§ AIM OF THE TASK:
Repeat each record below exactly as it is written.

§ DATA:
━━━━━━━━━━━━━━━━━━━━━━━━━━━━━━

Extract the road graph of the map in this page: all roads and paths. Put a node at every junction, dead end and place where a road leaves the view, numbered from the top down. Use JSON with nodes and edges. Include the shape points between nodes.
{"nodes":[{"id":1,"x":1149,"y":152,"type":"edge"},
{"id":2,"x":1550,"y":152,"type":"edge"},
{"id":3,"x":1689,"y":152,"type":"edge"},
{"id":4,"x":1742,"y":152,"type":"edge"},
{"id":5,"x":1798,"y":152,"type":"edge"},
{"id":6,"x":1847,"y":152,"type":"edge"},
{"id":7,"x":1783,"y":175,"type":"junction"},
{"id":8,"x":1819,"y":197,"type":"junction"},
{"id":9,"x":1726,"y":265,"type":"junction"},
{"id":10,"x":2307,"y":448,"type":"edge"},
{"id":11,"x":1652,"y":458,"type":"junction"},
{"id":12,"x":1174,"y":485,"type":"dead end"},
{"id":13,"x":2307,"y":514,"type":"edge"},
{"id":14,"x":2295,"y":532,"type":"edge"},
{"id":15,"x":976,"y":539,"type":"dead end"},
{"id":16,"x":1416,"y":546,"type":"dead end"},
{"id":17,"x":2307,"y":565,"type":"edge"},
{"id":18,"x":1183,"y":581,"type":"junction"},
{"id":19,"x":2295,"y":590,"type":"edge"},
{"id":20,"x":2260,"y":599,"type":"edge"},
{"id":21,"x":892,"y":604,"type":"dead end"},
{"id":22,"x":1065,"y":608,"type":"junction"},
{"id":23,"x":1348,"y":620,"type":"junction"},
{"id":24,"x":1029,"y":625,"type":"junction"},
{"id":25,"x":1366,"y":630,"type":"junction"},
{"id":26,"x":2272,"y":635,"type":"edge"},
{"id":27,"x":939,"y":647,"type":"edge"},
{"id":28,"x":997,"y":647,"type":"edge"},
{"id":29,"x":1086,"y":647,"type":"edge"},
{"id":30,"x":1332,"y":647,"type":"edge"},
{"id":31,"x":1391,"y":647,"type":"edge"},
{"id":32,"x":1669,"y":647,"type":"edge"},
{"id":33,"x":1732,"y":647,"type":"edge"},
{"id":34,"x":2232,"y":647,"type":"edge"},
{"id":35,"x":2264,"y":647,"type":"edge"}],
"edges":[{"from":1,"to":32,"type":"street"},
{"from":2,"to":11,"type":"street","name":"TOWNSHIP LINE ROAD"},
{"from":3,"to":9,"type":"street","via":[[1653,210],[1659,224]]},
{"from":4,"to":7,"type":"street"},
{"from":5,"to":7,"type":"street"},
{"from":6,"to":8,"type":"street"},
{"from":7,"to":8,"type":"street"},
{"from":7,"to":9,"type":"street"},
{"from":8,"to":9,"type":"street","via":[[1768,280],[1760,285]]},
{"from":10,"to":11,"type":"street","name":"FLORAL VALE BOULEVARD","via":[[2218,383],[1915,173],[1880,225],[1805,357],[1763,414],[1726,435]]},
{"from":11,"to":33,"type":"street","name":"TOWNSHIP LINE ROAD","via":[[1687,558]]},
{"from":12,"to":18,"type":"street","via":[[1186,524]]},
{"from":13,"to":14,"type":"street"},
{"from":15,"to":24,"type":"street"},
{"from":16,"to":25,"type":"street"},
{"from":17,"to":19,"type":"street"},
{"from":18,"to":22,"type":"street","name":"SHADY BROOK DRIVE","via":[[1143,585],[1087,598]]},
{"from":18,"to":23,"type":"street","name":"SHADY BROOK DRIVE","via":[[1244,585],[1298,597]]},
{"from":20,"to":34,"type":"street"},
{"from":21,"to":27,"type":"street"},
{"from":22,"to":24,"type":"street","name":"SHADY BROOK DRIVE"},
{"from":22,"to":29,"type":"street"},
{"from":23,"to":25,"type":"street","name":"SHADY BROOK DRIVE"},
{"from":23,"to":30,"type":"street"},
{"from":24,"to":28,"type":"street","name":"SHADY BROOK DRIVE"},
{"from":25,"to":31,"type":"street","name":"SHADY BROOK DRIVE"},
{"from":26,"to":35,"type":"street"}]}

━━━━━━━━━━━━━━━━━━━━━━━━━━━━━━

§ SOLUTION FOR THIS TASK:
Extract the road graph of the map in this page: all roads and paths. Put a node at every junction, dead end and place where a road leaves the view, numbered from the top down. Use JSON with nodes and edges. Include the shape points between nodes.
{"nodes":[{"id":1,"x":1149,"y":152,"type":"edge"},
{"id":2,"x":1550,"y":152,"type":"edge"},
{"id":3,"x":1689,"y":152,"type":"edge"},
{"id":4,"x":1742,"y":152,"type":"edge"},
{"id":5,"x":1798,"y":152,"type":"edge"},
{"id":6,"x":1847,"y":152,"type":"edge"},
{"id":7,"x":1783,"y":175,"type":"junction"},
{"id":8,"x":1819,"y":197,"type":"junction"},
{"id":9,"x":1726,"y":265,"type":"junction"},
{"id":10,"x":2307,"y":448,"type":"edge"},
{"id":11,"x":1652,"y":458,"type":"junction"},
{"id":12,"x":1174,"y":485,"type":"dead end"},
{"id":13,"x":2307,"y":514,"type":"edge"},
{"id":14,"x":2295,"y":532,"type":"edge"},
{"id":15,"x":976,"y":539,"type":"dead end"},
{"id":16,"x":1416,"y":546,"type":"dead end"},
{"id":17,"x":2307,"y":565,"type":"edge"},
{"id":18,"x":1183,"y":581,"type":"junction"},
{"id":19,"x":2295,"y":590,"type":"edge"},
{"id":20,"x":2260,"y":599,"type":"edge"},
{"id":21,"x":892,"y":604,"type":"dead end"},
{"id":22,"x":1065,"y":608,"type":"junction"},
{"id":23,"x":1348,"y":620,"type":"junction"},
{"id":24,"x":1029,"y":625,"type":"junction"},
{"id":25,"x":1366,"y":630,"type":"junction"},
{"id":26,"x":2272,"y":635,"type":"edge"},
{"id":27,"x":939,"y":647,"type":"edge"},
{"id":28,"x":997,"y":647,"type":"edge"},
{"id":29,"x":1086,"y":647,"type":"edge"},
{"id":30,"x":1332,"y":647,"type":"edge"},
{"id":31,"x":1391,"y":647,"type":"edge"},
{"id":32,"x":1669,"y":647,"type":"edge"},
{"id":33,"x":1732,"y":647,"type":"edge"},
{"id":34,"x":2232,"y":647,"type":"edge"},
{"id":35,"x":2264,"y":647,"type":"edge"}],
"edges":[{"from":1,"to":32,"type":"street"},
{"from":2,"to":11,"type":"street","name":"TOWNSHIP LINE ROAD"},
{"from":3,"to":9,"type":"street","via":[[1653,210],[1659,224]]},
{"from":4,"to":7,"type":"street"},
{"from":5,"to":7,"type":"street"},
{"from":6,"to":8,"type":"street"},
{"from":7,"to":8,"type":"street"},
{"from":7,"to":9,"type":"street"},
{"from":8,"to":9,"type":"street","via":[[1768,280],[1760,285]]},
{"from":10,"to":11,"type":"street","name":"FLORAL VALE BOULEVARD","via":[[2218,383],[1915,173],[1880,225],[1805,357],[1763,414],[1726,435]]},
{"from":11,"to":33,"type":"street","name":"TOWNSHIP LINE ROAD","via":[[1687,558]]},
{"from":12,"to":18,"type":"street","via":[[1186,524]]},
{"from":13,"to":14,"type":"street"},
{"from":15,"to":24,"type":"street"},
{"from":16,"to":25,"type":"street"},
{"from":17,"to":19,"type":"street"},
{"from":18,"to":22,"type":"street","name":"SHADY BROOK DRIVE","via":[[1143,585],[1087,598]]},
{"from":18,"to":23,"type":"street","name":"SHADY BROOK DRIVE","via":[[1244,585],[1298,597]]},
{"from":20,"to":34,"type":"street"},
{"from":21,"to":27,"type":"street"},
{"from":22,"to":24,"type":"street","name":"SHADY BROOK DRIVE"},
{"from":22,"to":29,"type":"street"},
{"from":23,"to":25,"type":"street","name":"SHADY BROOK DRIVE"},
{"from":23,"to":30,"type":"street"},
{"from":24,"to":28,"type":"street","name":"SHADY BROOK DRIVE"},
{"from":25,"to":31,"type":"street","name":"SHADY BROOK DRIVE"},
{"from":26,"to":35,"type":"street"}]}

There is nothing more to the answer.